Sorry if these questions are basic, this is definitely harder than anything I’ve done so far in Julia and I’m hoping to learn a lot while doing it!

1 Like

Welcome! This would definitely be nice to have, thanks for taking the initiative!

This will probably be a rather large undertaking. I looked into building ROCm on Yggdrasil before, but they have a very specific build setup and AFAIK, upstream doesn’t support cross-compilation. I’d go with local discovery for now.

Yes, that’s correct

They are simply passed directly to the ccall, for example here. You don’t usually need to call dlopen yourself.
Note that these wrappers are automatically generated using Clang.jl via the scripts located in AMDGPU.jl/gen at master · JuliaGPU/AMDGPU.jl · GitHub, so I would recommend a similar approach for NCCL.

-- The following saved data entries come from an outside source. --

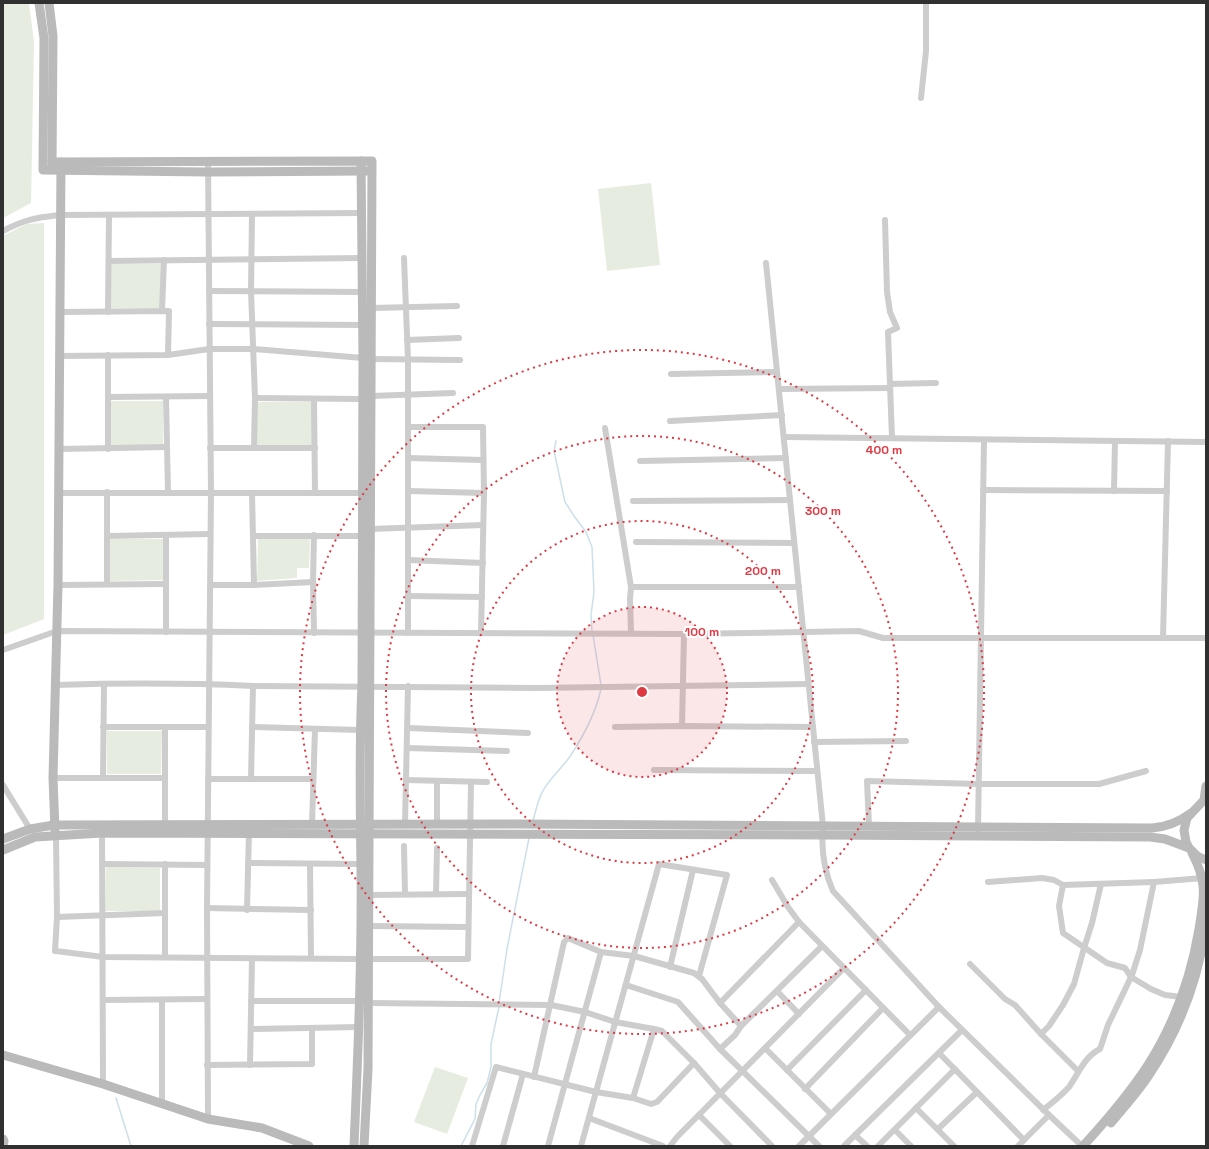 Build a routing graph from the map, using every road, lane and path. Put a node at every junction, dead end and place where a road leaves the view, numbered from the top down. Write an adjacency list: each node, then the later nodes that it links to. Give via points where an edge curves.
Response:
1 (39, 3): 7 (street, via 44,32 43,170)
2 (49, 3): 7 (street, via 54,36)
3 (926, 3): 4 (street, via 926,51)
4 (921, 98)
5 (208, 161): 6 (street); 7 (street); 10 (street)
6 (362, 161): 8 (street); 9 (street, via 372,161)
7 (56, 166): 10 (street); 14 (street)
8 (362, 171): 9 (street); 10 (street); 13 (street)
9 (372, 171): 29 (street)
10 (208, 172): 11 (street)
11 (208, 214): 12 (street); 15 (street); 22 (street)
12 (252, 214): 13 (street); 20 (street)
13 (362, 214): 18 (street)
14 (60, 215): 15 (street); 17 (street, via 30,219); 32 (street)
15 (109, 215): 23 (street)
16 (885, 220): 50 (street, via 887,292 890,312 897,328 888,332)
17 (3, 231)
18 (363, 258): 20 (street); 27 (street)
19 (404, 258): 30 (street)
20 (252, 259): 22 (street); 26 (street)
21 (164, 260): 22 (street); 23 (street); 31 (street)
22 (209, 260): 25 (street)
23 (109, 261): 33 (street)
24 (766, 263): 47 (street)
25 (209, 291): 26 (street); 34 (street)
26 (251, 291): 27 (street); 35 (street)
27 (363, 292): 36 (street)
28 (457, 306): 30 (street)
29 (371, 308): 30 (street); 44 (street)
30 (406, 308): 38 (street)
31 (162, 311): 33 (street); 42 (street, via 169,311)
32 (60, 312): 33 (street); 43 (street)
33 (108, 312)
34 (209, 324): 35 (street); 39 (street)
35 (252, 324): 36 (street); 40 (street)
36 (363, 325): 44 (street)
37 (459, 338): 38 (street)
38 (407, 340): 45 (street)
39 (209, 349): 40 (street); 42 (street); 54 (street)
40 (253, 349): 44 (street); 57 (street)
41 (108, 355): 42 (street); 43 (street); 55 (street)
42 (168, 355)
43 (59, 356): 74 (street)
44 (367, 358): 45 (street); 58 (street)
45 (408, 360): 46 (street); 53 (street)
46 (460, 360)
47 (777, 372): 48 (street); 51 (street)
48 (671, 374)
49 (936, 383): 50 (street)
50 (890, 386): 51 (street); 65 (street)
51 (779, 389): 60 (street)
52 (453, 393): 53 (street)
53 (408, 394): 58 (street); 62 (street)
54 (210, 396): 56 (street); 71 (street)
55 (108, 397): 56 (street); 75 (street)
56 (166, 397): 70 (street)
57 (255, 398): 59 (street); 72 (street)
58 (367, 398): 59 (street); 87 (street); 96 (street)
59 (314, 399): 73 (street)
60 (782, 415): 61 (street); 64 (street)
61 (670, 421)
62 (408, 427): 76 (street); 78 (street, via 483,427)
63 (605, 428): 113 (street)
64 (784, 437): 65 (street); 77 (street)
65 (892, 438): 66 (street)
66 (984, 440): 67 (street); 80 (street)
67 (1115, 441): 68 (street); 82 (street)
68 (1168, 441): 69 (street); 83 (street)
69 (1206, 442)
70 (167, 447): 75 (street); 89 (street)
71 (210, 448): 72 (street); 85 (street)
72 (254, 448): 73 (street)
73 (315, 448): 86 (street)
74 (59, 449): 75 (street); 88 (street)
75 (108, 449)
76 (408, 458): 78 (street); 81 (street)
77 (786, 458): 79 (street); 92 (street)
78 (483, 460): 91 (street)
79 (640, 461)
80 (983, 490): 82 (street); 127 (street)
81 (408, 491): 91 (street); 95 (street)
82 (1114, 491): 83 (street)
83 (1167, 491): 128 (street)
84 (107, 492): 88 (street); 89 (street); 99 (street)
85 (210, 492): 89 (street); 90 (street); 97 (street)
86 (315, 492): 87 (street); 90 (street)
87 (362, 492): 102 (street)
88 (58, 493): 110 (street)
89 (168, 493)
90 (252, 493): 100 (street)
91 (484, 493): 94 (street)
92 (790, 500): 93 (street); 104 (street)
93 (633, 501)
94 (483, 525): 95 (street); 106 (street)
95 (408, 527): 96 (street); 105 (street)
96 (370, 529): 120 (street)
97 (210, 534): 98 (street); 111 (street)
98 (166, 535): 99 (street); 109 (street)
99 (107, 536): 108 (street)
100 (253, 536): 101 (street); 112 (street)
101 (314, 536): 102 (street); 107 (street)
102 (362, 536): 120 (street)
103 (636, 542): 104 (street)
104 (794, 543): 114 (street)
105 (408, 560): 106 (street); 115 (street)
106 (482, 563): 116 (street)
107 (313, 582): 112 (street); 122 (street)
108 (107, 584): 109 (street); 110 (street)
109 (166, 584): 118 (street)
110 (58, 585): 117 (street)
111 (210, 585): 112 (street); 119 (street)
112 (254, 585)
113 (631, 587): 114 (street); 125 (street)
114 (799, 587): 121 (street)
115 (408, 596): 116 (street); 123 (street)
116 (482, 597): 124 (street)
117 (57, 631): 118 (street); 130 (street); 134 (street)
118 (166, 632): 119 (street)
119 (209, 632): 122 (street); 132 (street)
120 (366, 632): 122 (street); 123 (street); 136 (street)
121 (803, 632): 126 (street); 127 (street, via 860,631 883,638); 133 (street)
122 (314, 633)
123 (408, 633): 124 (street)
124 (481, 633): 125 (street)
125 (631, 633): 126 (street)
126 (684, 634): 138 (street)
127 (981, 638): 128 (street); 167 (street)
128 (1163, 638): 129 (street)
129 (1206, 638)
130 (3, 650)
131 (104, 684): 132 (street); 134 (street); 143 (street)
132 (209, 684): 135 (street); 145 (street)
133 (808, 684): 138 (street); 142 (street)
134 (56, 685): 157 (street)
135 (253, 686): 136 (street); 140 (street)
136 (365, 686): 137 (street); 148 (street); 181 (street, via 368,813)
137 (408, 686): 138 (street); 146 (street)
138 (683, 686): 139 (street)
139 (682, 726): 141 (street); 142 (street)
140 (252, 727): 147 (street); 161 (street)
141 (615, 727)
142 (813, 727): 151 (street)
143 (103, 728): 144 (street); 158 (street)
144 (165, 728): 145 (street); 159 (street)
145 (208, 728): 160 (street)
146 (408, 728): 149 (street); 152 (street)
147 (315, 729): 148 (street); 162 (street)
148 (360, 730): 181 (street)
149 (528, 733)
150 (906, 741): 151 (street)
151 (814, 742): 156 (street)
152 (407, 748): 153 (street); 163 (street)
153 (506, 751)
154 (654, 770): 156 (street)
155 (1146, 770): 167 (street, via 1099,784)
156 (817, 771): 184 (street)
157 (53, 778): 158 (street); 172 (street)
158 (102, 778): 159 (street)
159 (165, 778): 173 (street)
160 (208, 779): 161 (street); 180 (street)
161 (251, 779): 162 (street)
162 (313, 779): 174 (street)
163 (406, 780): 164 (street); 175 (street)
164 (437, 781): 165 (street); 176 (street)
165 (471, 782): 166 (street); 182 (street)
166 (487, 782)
167 (978, 784): 177 (street, via 867,781); 185 (street)
168 (3, 785): 178 (street)
169 (1206, 786): 171 (street, via 1204,800)
170 (1206, 804): 171 (street)
171 (1193, 811): 185 (street, via 1170,825 1152,828); 191 (street, via 1187,818 1184,830)
172 (54, 825): 178 (street); 179 (street); 186 (street)
173 (165, 825): 179 (street); 180 (street)
174 (312, 825): 181 (street); 183 (street)
175 (405, 825): 176 (street); 181 (street)
176 (437, 825): 182 (street)
177 (869, 826): 184 (street); 185 (street)
178 (30, 829): 187 (street)
179 (102, 829): 180 (street); 186 (street); 194 (street)
180 (207, 829): 183 (street); 198 (street)
181 (364, 829): 182 (street); 183 (street); 197 (street); 209 (street)
182 (470, 829): 184 (street, via 518,834); 184 (street, via 521,824); 208 (street)
183 (249, 830): 193 (street)
184 (822, 830): 185 (street); 247 (street, via 825,871 833,892)
185 (978, 831): 191 (street, via 1150,837 1165,839)
186 (56, 835): 190 (street, via 35,837); 215 (street)
187 (3, 839)
188 (404, 846): 206 (street)
189 (436, 848): 207 (street)
190 (3, 850)
191 (1190, 850): 192 (street); 200 (street)
192 (1206, 860)
193 (248, 863): 196 (street); 211 (street)
194 (102, 864): 195 (street); 214 (street)
195 (165, 864): 198 (street); 213 (street)
196 (310, 864): 197 (street); 212 (street)
197 (361, 864): 230 (street)
198 (207, 865): 210 (street)
199 (693, 870): 224 (street, via 659,864); 232 (street); 234 (street, via 727,875)
200 (1203, 878): 203 (street); 228 (street, via 1203,907)
201 (772, 880): 216 (street)
202 (988, 882): 205 (street, via 1042,878)
203 (1154, 882): 204 (street); 235 (street, via 1140,950)
204 (1101, 884): 205 (street); 221 (street)
205 (1063, 885): 221 (street, via 1059,906 1063,933)
206 (405, 894): 207 (street); 209 (street)
207 (436, 894): 208 (street)
208 (469, 894): 219 (street)
209 (368, 895): 218 (street)
210 (207, 908): 211 (street); 226 (street)
211 (247, 910): 212 (street)
212 (310, 910): 227 (street)
213 (165, 913): 214 (street); 223 (street)
214 (102, 915): 215 (street); 225 (street)
215 (57, 917): 225 (street, via 55,951)
216 (799, 922): 220 (street); 245 (street)
217 (1206, 924): 228 (street)
218 (368, 926): 219 (street); 230 (street)
219 (468, 927): 230 (street, via 468,959)
220 (822, 946): 233 (street); 238 (street)
221 (1084, 948): 235 (street, via 1107,963 1124,968); 258 (street, via 1074,984 1063,1005)
222 (601, 952): 224 (street); 246 (street, via 570,938 566,939); 249 (street)
223 (165, 956): 225 (street); 226 (street)
224 (634, 956): 232 (street); 236 (street)
225 (103, 957): 240 (street)
226 (208, 957): 229 (street); 242 (street)
227 (311, 958): 229 (street); 230 (street)
228 (1197, 958): 239 (street); 263 (street, via 1197,972 1183,1011)
229 (252, 959): 243 (street)
230 (364, 959): 244 (street)
231 (970, 964): 258 (street, via 1005,999 1015,1005)
232 (670, 967): 234 (street)
233 (844, 968): 237 (street); 250 (street)
234 (699, 976): 245 (street)
235 (1131, 977): 239 (street, via 1165,995); 273 (street, via 1100,1048 1092,1052)
236 (626, 986): 251 (street); 261 (street, via 678,1002)
237 (866, 990): 248 (street); 272 (street)
238 (777, 991): 250 (street); 252 (street)
239 (1182, 997): 263 (street)
240 (103, 1000): 241 (street); 276 (street)
241 (162, 1000): 242 (street); 283 (street)
242 (207, 1000): 266 (street)
243 (251, 1001): 244 (street); 255 (street)
244 (364, 1002): 246 (street); 253 (street); 269 (street)
245 (720, 1003): 252 (street)
246 (551, 1005): 249 (street); 275 (street)
247 (939, 1006): 257 (street); 259 (street)
248 (883, 1008): 259 (street); 278 (street)
249 (585, 1012): 251 (street); 277 (street)
250 (799, 1014): 260 (street)
251 (615, 1022): 256 (street); 279 (street)
252 (741, 1026): 261 (street)
253 (359, 1027): 254 (street); 268 (street)
254 (312, 1028): 255 (street); 267 (street, via 312,1064)
255 (251, 1029): 267 (street)
256 (654, 1029): 265 (street, via 662,1031); 282 (street)
257 (962, 1030): 262 (street); 285 (street)
258 (1041, 1034): 273 (street)
259 (910, 1035): 287 (street)
260 (765, 1048): 271 (street); 272 (street)
261 (720, 1049): 271 (street)
262 (939, 1052): 270 (street); 293 (street)
263 (1159, 1053): 317 (street); 318 (street, via 1132,1098)
264 (3, 1055): 276 (street)
265 (694, 1063): 281 (street); 282 (street, via 654,1103)
266 (207, 1065): 267 (street); 290 (street)
267 (250, 1065)
268 (357, 1069): 269 (street); 299 (street)
269 (368, 1069): 300 (street)
270 (955, 1069): 280 (street); 284 (street)
271 (742, 1070): 281 (street); 294 (street)
272 (787, 1070): 278 (street)
273 (1078, 1071): 285 (street, via 1068,1088)
274 (523, 1074): 275 (street); 301 (street, via 496,1067); 302 (street)
275 (534, 1077): 277 (street)
276 (103, 1084): 283 (street)
277 (565, 1084): 279 (street); 303 (street)
278 (805, 1088): 287 (street)
279 (596, 1092): 282 (street); 289 (street)
280 (977, 1092): 291 (street); 296 (street)
281 (720, 1093): 286 (street); 308 (street)
282 (633, 1098)
283 (162, 1104): 290 (street)
284 (916, 1108): 291 (street); 292 (street)
285 (1043, 1110): 288 (street)
286 (699, 1114): 306 (street); 307 (street)
287 (831, 1114): 294 (street)
288 (1049, 1115): 296 (street); 317 (street)
289 (589, 1118): 304 (street); 305 (street)
290 (208, 1119): 298 (street, via 262,1128)
291 (938, 1129): 315 (street)
292 (895, 1130): 313 (street); 314 (street)
293 (855, 1134): 311 (street); 312 (street)
294 (809, 1136): 309 (street); 310 (street)
295 (3, 1139): 297 (street)
296 (1024, 1140): 316 (street)
297 (3, 1146)
298 (309, 1146)
299 (354, 1146)
300 (364, 1146)
301 (472, 1146)
302 (503, 1146)
303 (548, 1146)
304 (581, 1146)
305 (663, 1146)
306 (670, 1146)
307 (730, 1146)
308 (772, 1146)
309 (799, 1146)
310 (819, 1146)
311 (844, 1146)
312 (867, 1146)
313 (878, 1146)
314 (911, 1146)
315 (954, 1146)
316 (1018, 1146)
317 (1083, 1146)
318 (1090, 1146)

Yes, I can imagine, what I was referring to was this repo which seems to be only RCCL. But it’s not clear how decoupled it actually is from the rest of ROCm so it makes a lot of sense to go with local discovery.

Aaah I see, so when I prepend e.g. librocfft to the @ccall function call, it is the macro that takes care to “open” that path and find the function inside. Thanks, it was this step that I was missing.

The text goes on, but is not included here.